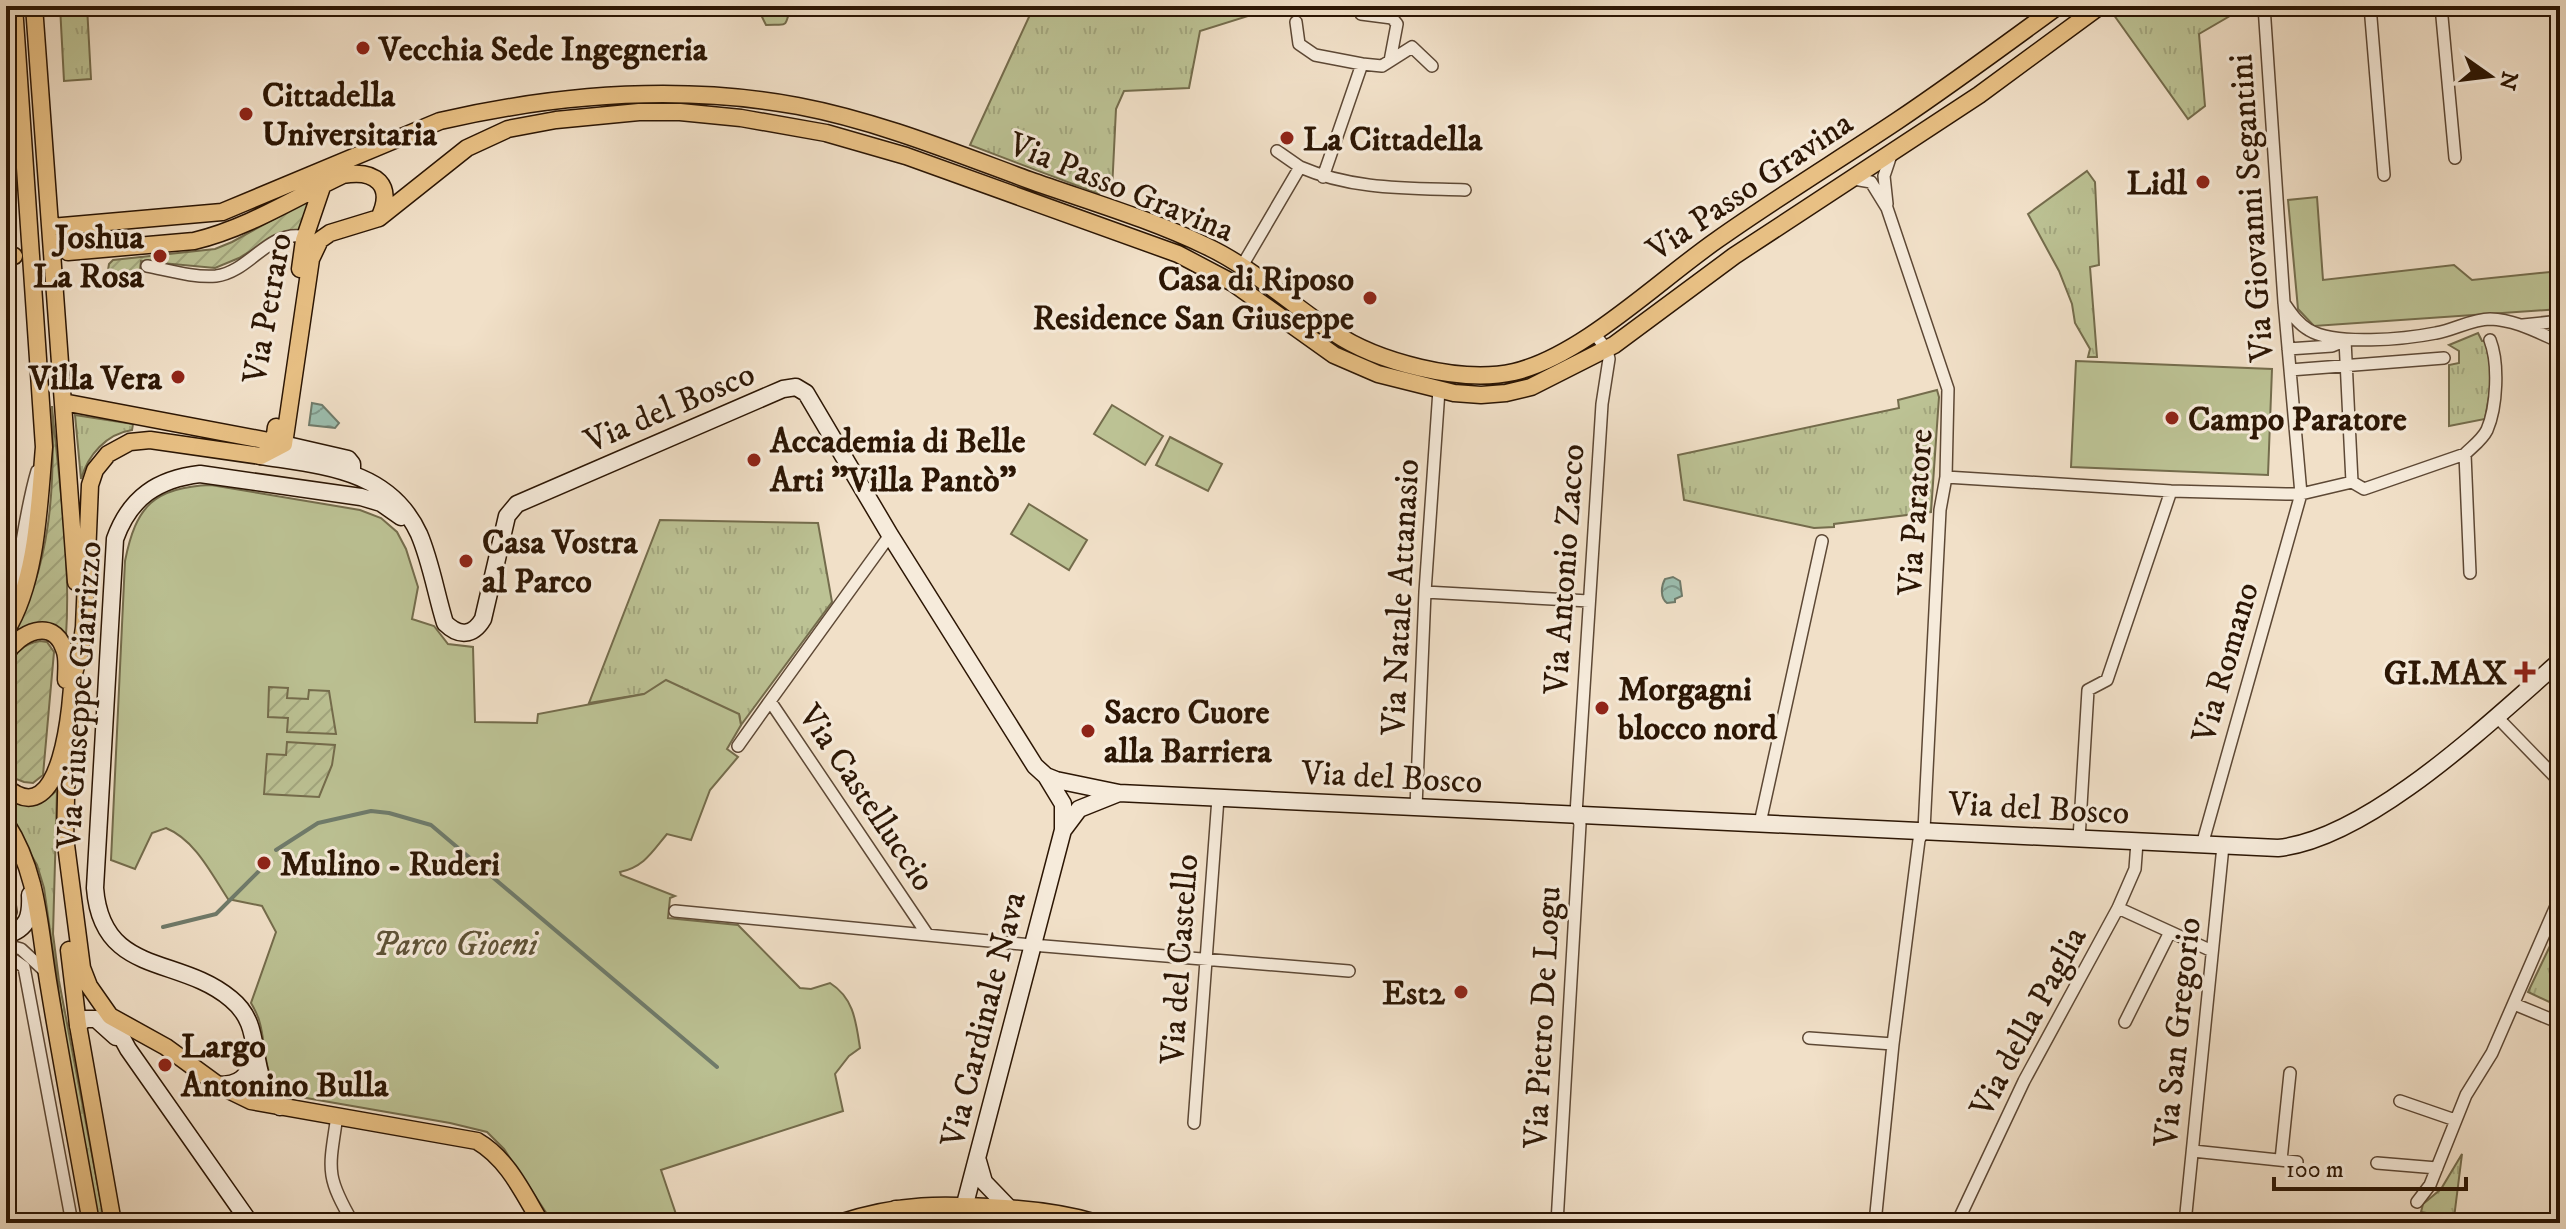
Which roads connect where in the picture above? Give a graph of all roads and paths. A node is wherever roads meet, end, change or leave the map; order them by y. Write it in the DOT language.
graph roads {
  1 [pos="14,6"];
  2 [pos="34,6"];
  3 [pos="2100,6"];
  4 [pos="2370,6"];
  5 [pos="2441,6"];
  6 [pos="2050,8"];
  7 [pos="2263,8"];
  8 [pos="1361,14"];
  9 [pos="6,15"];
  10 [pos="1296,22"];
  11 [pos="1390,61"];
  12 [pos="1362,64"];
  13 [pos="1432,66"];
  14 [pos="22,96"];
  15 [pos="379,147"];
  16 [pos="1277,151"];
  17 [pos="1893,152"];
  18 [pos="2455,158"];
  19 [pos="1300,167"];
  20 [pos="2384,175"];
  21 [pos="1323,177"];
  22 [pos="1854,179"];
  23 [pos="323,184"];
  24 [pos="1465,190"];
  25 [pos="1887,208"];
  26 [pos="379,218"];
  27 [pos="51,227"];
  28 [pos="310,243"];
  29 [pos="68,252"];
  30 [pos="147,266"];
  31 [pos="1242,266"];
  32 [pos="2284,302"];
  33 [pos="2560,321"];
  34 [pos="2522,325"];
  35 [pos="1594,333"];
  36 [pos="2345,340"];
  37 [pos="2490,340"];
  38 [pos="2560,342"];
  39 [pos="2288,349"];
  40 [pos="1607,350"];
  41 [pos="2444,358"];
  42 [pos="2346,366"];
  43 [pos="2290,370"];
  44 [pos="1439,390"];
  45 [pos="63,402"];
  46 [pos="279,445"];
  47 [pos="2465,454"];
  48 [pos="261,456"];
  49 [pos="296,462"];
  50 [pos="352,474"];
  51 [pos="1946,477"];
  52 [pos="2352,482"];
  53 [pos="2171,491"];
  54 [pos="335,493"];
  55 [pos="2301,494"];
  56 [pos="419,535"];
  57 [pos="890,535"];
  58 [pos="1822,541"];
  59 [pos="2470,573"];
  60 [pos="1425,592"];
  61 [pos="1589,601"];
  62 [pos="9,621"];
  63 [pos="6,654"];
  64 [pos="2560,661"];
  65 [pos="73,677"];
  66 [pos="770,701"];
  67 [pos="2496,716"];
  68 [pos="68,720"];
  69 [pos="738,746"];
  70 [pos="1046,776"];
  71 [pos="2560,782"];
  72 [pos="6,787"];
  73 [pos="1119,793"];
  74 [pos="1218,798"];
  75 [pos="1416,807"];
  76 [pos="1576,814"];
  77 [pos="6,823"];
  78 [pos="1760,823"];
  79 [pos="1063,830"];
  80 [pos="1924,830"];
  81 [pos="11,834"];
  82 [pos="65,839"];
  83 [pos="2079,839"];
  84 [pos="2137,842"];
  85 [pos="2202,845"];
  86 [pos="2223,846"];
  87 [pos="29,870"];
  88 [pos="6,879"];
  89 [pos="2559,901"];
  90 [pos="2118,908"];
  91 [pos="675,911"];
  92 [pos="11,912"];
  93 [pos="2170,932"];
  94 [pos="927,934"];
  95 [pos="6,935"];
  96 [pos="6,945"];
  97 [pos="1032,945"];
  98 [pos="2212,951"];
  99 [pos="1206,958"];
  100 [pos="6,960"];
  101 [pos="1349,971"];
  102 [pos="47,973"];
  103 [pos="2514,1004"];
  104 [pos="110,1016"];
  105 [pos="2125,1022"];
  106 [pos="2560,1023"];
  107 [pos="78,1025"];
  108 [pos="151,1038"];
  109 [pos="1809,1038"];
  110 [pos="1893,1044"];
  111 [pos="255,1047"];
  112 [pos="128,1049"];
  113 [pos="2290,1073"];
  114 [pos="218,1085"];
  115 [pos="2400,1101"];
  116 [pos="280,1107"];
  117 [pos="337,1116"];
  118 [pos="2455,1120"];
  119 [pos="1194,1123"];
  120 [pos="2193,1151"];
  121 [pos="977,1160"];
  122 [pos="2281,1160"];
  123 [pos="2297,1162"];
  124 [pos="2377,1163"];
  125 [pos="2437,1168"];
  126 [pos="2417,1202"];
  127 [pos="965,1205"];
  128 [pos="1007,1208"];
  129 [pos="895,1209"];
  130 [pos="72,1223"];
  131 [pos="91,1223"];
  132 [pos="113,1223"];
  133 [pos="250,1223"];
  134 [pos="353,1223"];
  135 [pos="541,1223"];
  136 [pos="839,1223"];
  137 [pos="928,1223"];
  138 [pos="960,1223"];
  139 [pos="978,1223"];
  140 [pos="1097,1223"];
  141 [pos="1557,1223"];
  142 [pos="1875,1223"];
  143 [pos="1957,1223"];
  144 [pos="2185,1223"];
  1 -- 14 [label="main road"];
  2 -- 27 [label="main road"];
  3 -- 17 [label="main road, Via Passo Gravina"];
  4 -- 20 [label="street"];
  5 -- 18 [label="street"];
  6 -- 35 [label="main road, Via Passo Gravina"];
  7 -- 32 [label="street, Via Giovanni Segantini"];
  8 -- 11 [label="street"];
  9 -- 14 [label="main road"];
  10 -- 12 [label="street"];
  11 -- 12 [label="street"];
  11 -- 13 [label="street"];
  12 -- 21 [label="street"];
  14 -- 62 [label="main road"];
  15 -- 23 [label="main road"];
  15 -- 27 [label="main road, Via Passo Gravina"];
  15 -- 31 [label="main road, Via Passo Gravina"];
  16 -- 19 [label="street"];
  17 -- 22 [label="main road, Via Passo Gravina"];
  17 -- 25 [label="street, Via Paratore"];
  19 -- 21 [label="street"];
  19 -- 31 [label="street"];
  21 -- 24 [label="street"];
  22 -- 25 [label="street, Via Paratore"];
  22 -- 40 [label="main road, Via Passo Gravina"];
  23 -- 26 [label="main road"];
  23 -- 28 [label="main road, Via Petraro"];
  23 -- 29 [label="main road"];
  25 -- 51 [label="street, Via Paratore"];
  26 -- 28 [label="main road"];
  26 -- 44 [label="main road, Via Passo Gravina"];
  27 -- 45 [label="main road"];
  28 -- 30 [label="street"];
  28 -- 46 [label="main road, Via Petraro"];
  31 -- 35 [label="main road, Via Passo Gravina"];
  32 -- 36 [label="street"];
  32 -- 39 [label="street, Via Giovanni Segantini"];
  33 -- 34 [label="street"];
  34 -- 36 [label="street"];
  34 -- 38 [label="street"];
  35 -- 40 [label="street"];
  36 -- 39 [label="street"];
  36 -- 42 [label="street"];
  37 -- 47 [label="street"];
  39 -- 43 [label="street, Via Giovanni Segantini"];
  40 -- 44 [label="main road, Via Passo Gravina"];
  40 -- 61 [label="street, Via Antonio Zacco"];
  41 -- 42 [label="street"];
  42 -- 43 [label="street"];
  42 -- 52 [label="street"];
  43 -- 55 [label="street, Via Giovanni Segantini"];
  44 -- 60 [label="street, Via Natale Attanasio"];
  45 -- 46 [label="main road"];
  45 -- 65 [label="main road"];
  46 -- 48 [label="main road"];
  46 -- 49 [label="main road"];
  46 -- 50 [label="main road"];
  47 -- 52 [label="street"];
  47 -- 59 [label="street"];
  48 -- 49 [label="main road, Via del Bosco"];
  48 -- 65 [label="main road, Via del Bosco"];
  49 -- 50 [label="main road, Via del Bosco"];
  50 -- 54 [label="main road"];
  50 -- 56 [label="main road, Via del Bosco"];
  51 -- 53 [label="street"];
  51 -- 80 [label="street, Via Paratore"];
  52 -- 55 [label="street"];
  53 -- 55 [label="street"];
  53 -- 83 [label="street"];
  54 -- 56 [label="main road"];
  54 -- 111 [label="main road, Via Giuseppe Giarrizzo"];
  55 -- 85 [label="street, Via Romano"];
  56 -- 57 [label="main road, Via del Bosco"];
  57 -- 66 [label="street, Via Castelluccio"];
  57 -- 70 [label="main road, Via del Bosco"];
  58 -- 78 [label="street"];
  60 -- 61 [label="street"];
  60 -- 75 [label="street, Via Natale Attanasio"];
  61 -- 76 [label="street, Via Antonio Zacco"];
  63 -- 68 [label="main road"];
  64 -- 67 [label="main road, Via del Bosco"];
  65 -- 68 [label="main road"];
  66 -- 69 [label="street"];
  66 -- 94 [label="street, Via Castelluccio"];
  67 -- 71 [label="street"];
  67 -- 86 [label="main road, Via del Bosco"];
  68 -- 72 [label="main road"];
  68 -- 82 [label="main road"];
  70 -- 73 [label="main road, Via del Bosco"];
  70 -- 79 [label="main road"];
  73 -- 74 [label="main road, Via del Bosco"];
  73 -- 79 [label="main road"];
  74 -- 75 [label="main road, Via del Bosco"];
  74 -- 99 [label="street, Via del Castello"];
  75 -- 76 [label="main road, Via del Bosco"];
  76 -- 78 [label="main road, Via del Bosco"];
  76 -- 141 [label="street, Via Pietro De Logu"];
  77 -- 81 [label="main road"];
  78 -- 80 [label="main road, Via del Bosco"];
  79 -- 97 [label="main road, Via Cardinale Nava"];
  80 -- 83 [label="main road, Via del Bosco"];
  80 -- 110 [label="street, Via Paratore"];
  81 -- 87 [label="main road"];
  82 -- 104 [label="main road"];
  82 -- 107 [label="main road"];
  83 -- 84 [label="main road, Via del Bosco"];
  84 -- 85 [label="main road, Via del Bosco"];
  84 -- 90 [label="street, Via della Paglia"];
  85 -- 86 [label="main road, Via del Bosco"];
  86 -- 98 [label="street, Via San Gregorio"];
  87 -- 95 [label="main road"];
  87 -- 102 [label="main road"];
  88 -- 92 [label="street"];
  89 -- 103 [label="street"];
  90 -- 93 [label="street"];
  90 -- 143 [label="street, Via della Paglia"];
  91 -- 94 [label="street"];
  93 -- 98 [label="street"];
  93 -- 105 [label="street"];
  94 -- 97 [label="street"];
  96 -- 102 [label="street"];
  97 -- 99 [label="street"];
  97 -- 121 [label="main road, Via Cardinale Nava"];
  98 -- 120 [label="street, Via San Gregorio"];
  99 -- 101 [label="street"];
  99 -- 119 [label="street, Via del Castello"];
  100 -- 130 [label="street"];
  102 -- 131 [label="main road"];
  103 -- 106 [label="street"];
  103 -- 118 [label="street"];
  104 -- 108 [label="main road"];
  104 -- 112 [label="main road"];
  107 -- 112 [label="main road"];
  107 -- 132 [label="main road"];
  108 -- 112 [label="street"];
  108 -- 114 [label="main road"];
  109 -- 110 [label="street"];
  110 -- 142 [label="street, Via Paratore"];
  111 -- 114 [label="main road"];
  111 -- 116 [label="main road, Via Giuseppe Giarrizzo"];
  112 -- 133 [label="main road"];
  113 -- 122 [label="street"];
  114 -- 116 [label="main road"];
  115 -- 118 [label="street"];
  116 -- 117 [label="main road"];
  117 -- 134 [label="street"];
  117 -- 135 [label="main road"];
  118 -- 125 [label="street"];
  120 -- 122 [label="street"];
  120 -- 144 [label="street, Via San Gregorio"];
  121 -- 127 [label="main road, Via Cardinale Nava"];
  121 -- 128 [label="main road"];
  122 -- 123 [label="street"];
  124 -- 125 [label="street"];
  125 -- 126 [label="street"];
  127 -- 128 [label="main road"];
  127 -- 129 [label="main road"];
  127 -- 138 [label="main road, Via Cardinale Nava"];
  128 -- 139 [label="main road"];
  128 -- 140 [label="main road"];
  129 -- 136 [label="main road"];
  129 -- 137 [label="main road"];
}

PROBLEM REQUIREMENTS:
Show all lines above holding "Castello".

FINISHED EXERCISE:
  74 -- 99 [label="street, Via del Castello"];
  99 -- 119 [label="street, Via del Castello"];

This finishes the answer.